Repeat each entry below without omitting a single word.

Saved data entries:

=== Begin Enclosure ===

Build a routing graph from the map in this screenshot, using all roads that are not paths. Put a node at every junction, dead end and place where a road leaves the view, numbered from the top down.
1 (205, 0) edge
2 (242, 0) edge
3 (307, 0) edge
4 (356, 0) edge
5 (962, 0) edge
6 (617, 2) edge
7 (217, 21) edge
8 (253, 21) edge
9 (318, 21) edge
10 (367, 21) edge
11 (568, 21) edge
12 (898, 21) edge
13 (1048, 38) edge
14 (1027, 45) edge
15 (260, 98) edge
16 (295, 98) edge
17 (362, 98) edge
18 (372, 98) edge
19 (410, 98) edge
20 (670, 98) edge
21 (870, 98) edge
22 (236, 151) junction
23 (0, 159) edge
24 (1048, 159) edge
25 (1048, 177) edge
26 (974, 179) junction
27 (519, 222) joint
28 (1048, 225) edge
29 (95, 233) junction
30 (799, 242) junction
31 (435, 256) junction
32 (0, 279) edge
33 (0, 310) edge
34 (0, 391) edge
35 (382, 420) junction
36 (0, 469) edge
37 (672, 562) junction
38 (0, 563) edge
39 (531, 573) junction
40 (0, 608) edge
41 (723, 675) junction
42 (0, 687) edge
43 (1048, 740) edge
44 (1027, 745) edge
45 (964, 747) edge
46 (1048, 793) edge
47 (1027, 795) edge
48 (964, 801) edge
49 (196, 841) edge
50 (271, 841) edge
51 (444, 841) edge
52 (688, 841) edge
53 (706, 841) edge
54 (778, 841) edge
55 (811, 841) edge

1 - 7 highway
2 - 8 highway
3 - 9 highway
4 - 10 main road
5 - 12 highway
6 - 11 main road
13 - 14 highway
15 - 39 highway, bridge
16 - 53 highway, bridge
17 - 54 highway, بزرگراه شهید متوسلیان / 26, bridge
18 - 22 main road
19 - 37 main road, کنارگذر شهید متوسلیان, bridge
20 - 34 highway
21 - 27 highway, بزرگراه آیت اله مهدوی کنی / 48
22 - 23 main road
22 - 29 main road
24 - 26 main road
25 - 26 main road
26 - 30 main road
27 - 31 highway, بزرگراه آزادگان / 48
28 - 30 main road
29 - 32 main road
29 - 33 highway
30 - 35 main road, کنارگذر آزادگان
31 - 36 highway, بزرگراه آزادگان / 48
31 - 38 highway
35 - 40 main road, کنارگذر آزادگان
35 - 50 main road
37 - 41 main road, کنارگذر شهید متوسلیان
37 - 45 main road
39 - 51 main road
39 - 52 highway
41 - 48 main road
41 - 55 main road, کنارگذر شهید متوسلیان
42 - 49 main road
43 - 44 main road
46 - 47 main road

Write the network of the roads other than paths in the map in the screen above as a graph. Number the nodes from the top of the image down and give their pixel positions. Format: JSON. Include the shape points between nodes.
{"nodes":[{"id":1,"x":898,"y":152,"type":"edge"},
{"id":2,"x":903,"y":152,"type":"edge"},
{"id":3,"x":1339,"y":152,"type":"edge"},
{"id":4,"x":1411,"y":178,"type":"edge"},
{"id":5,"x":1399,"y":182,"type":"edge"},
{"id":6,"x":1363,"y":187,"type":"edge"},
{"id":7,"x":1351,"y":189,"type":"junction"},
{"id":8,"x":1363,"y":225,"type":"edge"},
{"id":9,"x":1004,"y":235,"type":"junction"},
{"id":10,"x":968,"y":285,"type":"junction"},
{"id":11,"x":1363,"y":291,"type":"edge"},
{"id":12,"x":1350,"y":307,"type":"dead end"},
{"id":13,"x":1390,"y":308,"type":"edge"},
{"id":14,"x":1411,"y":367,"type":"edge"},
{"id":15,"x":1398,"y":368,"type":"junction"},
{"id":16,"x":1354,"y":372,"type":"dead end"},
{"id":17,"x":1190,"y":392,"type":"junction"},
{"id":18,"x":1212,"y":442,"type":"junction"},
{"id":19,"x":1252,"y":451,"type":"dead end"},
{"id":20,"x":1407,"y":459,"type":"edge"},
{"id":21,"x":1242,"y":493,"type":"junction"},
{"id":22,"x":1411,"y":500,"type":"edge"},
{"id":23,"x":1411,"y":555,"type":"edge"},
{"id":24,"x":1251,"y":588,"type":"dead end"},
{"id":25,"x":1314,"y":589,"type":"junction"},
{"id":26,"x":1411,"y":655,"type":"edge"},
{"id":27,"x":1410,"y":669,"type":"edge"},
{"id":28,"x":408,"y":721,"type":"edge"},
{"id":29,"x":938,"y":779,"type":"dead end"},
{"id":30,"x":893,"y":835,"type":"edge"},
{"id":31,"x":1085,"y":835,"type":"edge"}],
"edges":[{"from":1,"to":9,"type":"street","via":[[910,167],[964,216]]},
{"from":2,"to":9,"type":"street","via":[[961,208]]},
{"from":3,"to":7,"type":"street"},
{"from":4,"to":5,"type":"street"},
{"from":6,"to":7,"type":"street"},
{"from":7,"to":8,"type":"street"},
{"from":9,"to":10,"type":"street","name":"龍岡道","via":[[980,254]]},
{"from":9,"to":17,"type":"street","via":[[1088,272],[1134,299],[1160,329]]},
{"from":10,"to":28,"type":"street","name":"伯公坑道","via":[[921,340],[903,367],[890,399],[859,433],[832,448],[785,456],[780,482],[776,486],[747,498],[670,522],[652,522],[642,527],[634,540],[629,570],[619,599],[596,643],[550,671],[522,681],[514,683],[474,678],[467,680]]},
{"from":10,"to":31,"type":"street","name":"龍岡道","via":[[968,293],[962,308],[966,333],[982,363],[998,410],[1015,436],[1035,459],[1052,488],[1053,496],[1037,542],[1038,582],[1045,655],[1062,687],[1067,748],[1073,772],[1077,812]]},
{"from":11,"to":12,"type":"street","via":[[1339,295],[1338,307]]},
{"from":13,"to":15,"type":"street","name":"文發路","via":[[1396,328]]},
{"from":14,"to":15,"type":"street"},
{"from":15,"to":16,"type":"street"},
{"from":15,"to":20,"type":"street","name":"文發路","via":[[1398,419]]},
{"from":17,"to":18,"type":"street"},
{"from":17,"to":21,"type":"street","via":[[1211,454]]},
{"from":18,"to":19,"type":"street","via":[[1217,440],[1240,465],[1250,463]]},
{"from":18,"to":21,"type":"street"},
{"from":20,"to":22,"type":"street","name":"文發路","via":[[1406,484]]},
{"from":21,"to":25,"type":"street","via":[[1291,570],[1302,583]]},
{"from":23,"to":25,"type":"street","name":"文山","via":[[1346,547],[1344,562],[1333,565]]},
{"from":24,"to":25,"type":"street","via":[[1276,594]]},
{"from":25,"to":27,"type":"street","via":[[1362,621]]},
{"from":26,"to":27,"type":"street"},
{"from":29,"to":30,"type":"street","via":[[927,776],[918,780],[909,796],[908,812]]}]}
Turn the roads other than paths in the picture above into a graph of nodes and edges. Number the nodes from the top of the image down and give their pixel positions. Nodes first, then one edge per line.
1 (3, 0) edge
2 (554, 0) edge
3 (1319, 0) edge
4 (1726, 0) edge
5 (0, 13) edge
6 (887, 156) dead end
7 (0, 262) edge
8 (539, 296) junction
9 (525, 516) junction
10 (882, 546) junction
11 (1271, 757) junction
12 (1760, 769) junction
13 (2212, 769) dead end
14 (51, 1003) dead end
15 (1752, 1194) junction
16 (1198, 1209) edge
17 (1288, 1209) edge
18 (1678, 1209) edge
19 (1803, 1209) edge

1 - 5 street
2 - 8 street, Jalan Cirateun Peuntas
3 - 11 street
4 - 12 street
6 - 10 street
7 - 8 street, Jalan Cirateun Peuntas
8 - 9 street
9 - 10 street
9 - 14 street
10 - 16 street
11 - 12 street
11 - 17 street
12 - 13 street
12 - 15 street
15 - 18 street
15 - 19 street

=== End Enclosure ===

== WRITTEN ANSWER ==
Build a routing graph from the map in this screenshot, using all roads that are not paths. Put a node at every junction, dead end and place where a road leaves the view, numbered from the top down.
1 (205, 0) edge
2 (242, 0) edge
3 (307, 0) edge
4 (356, 0) edge
5 (962, 0) edge
6 (617, 2) edge
7 (217, 21) edge
8 (253, 21) edge
9 (318, 21) edge
10 (367, 21) edge
11 (568, 21) edge
12 (898, 21) edge
13 (1048, 38) edge
14 (1027, 45) edge
15 (260, 98) edge
16 (295, 98) edge
17 (362, 98) edge
18 (372, 98) edge
19 (410, 98) edge
20 (670, 98) edge
21 (870, 98) edge
22 (236, 151) junction
23 (0, 159) edge
24 (1048, 159) edge
25 (1048, 177) edge
26 (974, 179) junction
27 (519, 222) joint
28 (1048, 225) edge
29 (95, 233) junction
30 (799, 242) junction
31 (435, 256) junction
32 (0, 279) edge
33 (0, 310) edge
34 (0, 391) edge
35 (382, 420) junction
36 (0, 469) edge
37 (672, 562) junction
38 (0, 563) edge
39 (531, 573) junction
40 (0, 608) edge
41 (723, 675) junction
42 (0, 687) edge
43 (1048, 740) edge
44 (1027, 745) edge
45 (964, 747) edge
46 (1048, 793) edge
47 (1027, 795) edge
48 (964, 801) edge
49 (196, 841) edge
50 (271, 841) edge
51 (444, 841) edge
52 (688, 841) edge
53 (706, 841) edge
54 (778, 841) edge
55 (811, 841) edge

1 - 7 highway
2 - 8 highway
3 - 9 highway
4 - 10 main road
5 - 12 highway
6 - 11 main road
13 - 14 highway
15 - 39 highway, bridge
16 - 53 highway, bridge
17 - 54 highway, بزرگراه شهید متوسلیان / 26, bridge
18 - 22 main road
19 - 37 main road, کنارگذر شهید متوسلیان, bridge
20 - 34 highway
21 - 27 highway, بزرگراه آیت اله مهدوی کنی / 48
22 - 23 main road
22 - 29 main road
24 - 26 main road
25 - 26 main road
26 - 30 main road
27 - 31 highway, بزرگراه آزادگان / 48
28 - 30 main road
29 - 32 main road
29 - 33 highway
30 - 35 main road, کنارگذر آزادگان
31 - 36 highway, بزرگراه آزادگان / 48
31 - 38 highway
35 - 40 main road, کنارگذر آزادگان
35 - 50 main road
37 - 41 main road, کنارگذر شهید متوسلیان
37 - 45 main road
39 - 51 main road
39 - 52 highway
41 - 48 main road
41 - 55 main road, کنارگذر شهید متوسلیان
42 - 49 main road
43 - 44 main road
46 - 47 main road

Write the network of the roads other than paths in the map in the screen above as a graph. Number the nodes from the top of the image down and give their pixel positions. Format: JSON. Include the shape points between nodes.
{"nodes":[{"id":1,"x":898,"y":152,"type":"edge"},
{"id":2,"x":903,"y":152,"type":"edge"},
{"id":3,"x":1339,"y":152,"type":"edge"},
{"id":4,"x":1411,"y":178,"type":"edge"},
{"id":5,"x":1399,"y":182,"type":"edge"},
{"id":6,"x":1363,"y":187,"type":"edge"},
{"id":7,"x":1351,"y":189,"type":"junction"},
{"id":8,"x":1363,"y":225,"type":"edge"},
{"id":9,"x":1004,"y":235,"type":"junction"},
{"id":10,"x":968,"y":285,"type":"junction"},
{"id":11,"x":1363,"y":291,"type":"edge"},
{"id":12,"x":1350,"y":307,"type":"dead end"},
{"id":13,"x":1390,"y":308,"type":"edge"},
{"id":14,"x":1411,"y":367,"type":"edge"},
{"id":15,"x":1398,"y":368,"type":"junction"},
{"id":16,"x":1354,"y":372,"type":"dead end"},
{"id":17,"x":1190,"y":392,"type":"junction"},
{"id":18,"x":1212,"y":442,"type":"junction"},
{"id":19,"x":1252,"y":451,"type":"dead end"},
{"id":20,"x":1407,"y":459,"type":"edge"},
{"id":21,"x":1242,"y":493,"type":"junction"},
{"id":22,"x":1411,"y":500,"type":"edge"},
{"id":23,"x":1411,"y":555,"type":"edge"},
{"id":24,"x":1251,"y":588,"type":"dead end"},
{"id":25,"x":1314,"y":589,"type":"junction"},
{"id":26,"x":1411,"y":655,"type":"edge"},
{"id":27,"x":1410,"y":669,"type":"edge"},
{"id":28,"x":408,"y":721,"type":"edge"},
{"id":29,"x":938,"y":779,"type":"dead end"},
{"id":30,"x":893,"y":835,"type":"edge"},
{"id":31,"x":1085,"y":835,"type":"edge"}],
"edges":[{"from":1,"to":9,"type":"street","via":[[910,167],[964,216]]},
{"from":2,"to":9,"type":"street","via":[[961,208]]},
{"from":3,"to":7,"type":"street"},
{"from":4,"to":5,"type":"street"},
{"from":6,"to":7,"type":"street"},
{"from":7,"to":8,"type":"street"},
{"from":9,"to":10,"type":"street","name":"龍岡道","via":[[980,254]]},
{"from":9,"to":17,"type":"street","via":[[1088,272],[1134,299],[1160,329]]},
{"from":10,"to":28,"type":"street","name":"伯公坑道","via":[[921,340],[903,367],[890,399],[859,433],[832,448],[785,456],[780,482],[776,486],[747,498],[670,522],[652,522],[642,527],[634,540],[629,570],[619,599],[596,643],[550,671],[522,681],[514,683],[474,678],[467,680]]},
{"from":10,"to":31,"type":"street","name":"龍岡道","via":[[968,293],[962,308],[966,333],[982,363],[998,410],[1015,436],[1035,459],[1052,488],[1053,496],[1037,542],[1038,582],[1045,655],[1062,687],[1067,748],[1073,772],[1077,812]]},
{"from":11,"to":12,"type":"street","via":[[1339,295],[1338,307]]},
{"from":13,"to":15,"type":"street","name":"文發路","via":[[1396,328]]},
{"from":14,"to":15,"type":"street"},
{"from":15,"to":16,"type":"street"},
{"from":15,"to":20,"type":"street","name":"文發路","via":[[1398,419]]},
{"from":17,"to":18,"type":"street"},
{"from":17,"to":21,"type":"street","via":[[1211,454]]},
{"from":18,"to":19,"type":"street","via":[[1217,440],[1240,465],[1250,463]]},
{"from":18,"to":21,"type":"street"},
{"from":20,"to":22,"type":"street","name":"文發路","via":[[1406,484]]},
{"from":21,"to":25,"type":"street","via":[[1291,570],[1302,583]]},
{"from":23,"to":25,"type":"street","name":"文山","via":[[1346,547],[1344,562],[1333,565]]},
{"from":24,"to":25,"type":"street","via":[[1276,594]]},
{"from":25,"to":27,"type":"street","via":[[1362,621]]},
{"from":26,"to":27,"type":"street"},
{"from":29,"to":30,"type":"street","via":[[927,776],[918,780],[909,796],[908,812]]}]}
Turn the roads other than paths in the picture above into a graph of nodes and edges. Number the nodes from the top of the image down and give their pixel positions. Nodes first, then one edge per line.
1 (3, 0) edge
2 (554, 0) edge
3 (1319, 0) edge
4 (1726, 0) edge
5 (0, 13) edge
6 (887, 156) dead end
7 (0, 262) edge
8 (539, 296) junction
9 (525, 516) junction
10 (882, 546) junction
11 (1271, 757) junction
12 (1760, 769) junction
13 (2212, 769) dead end
14 (51, 1003) dead end
15 (1752, 1194) junction
16 (1198, 1209) edge
17 (1288, 1209) edge
18 (1678, 1209) edge
19 (1803, 1209) edge

1 - 5 street
2 - 8 street, Jalan Cirateun Peuntas
3 - 11 street
4 - 12 street
6 - 10 street
7 - 8 street, Jalan Cirateun Peuntas
8 - 9 street
9 - 10 street
9 - 14 street
10 - 16 street
11 - 12 street
11 - 17 street
12 - 13 street
12 - 15 street
15 - 18 street
15 - 19 street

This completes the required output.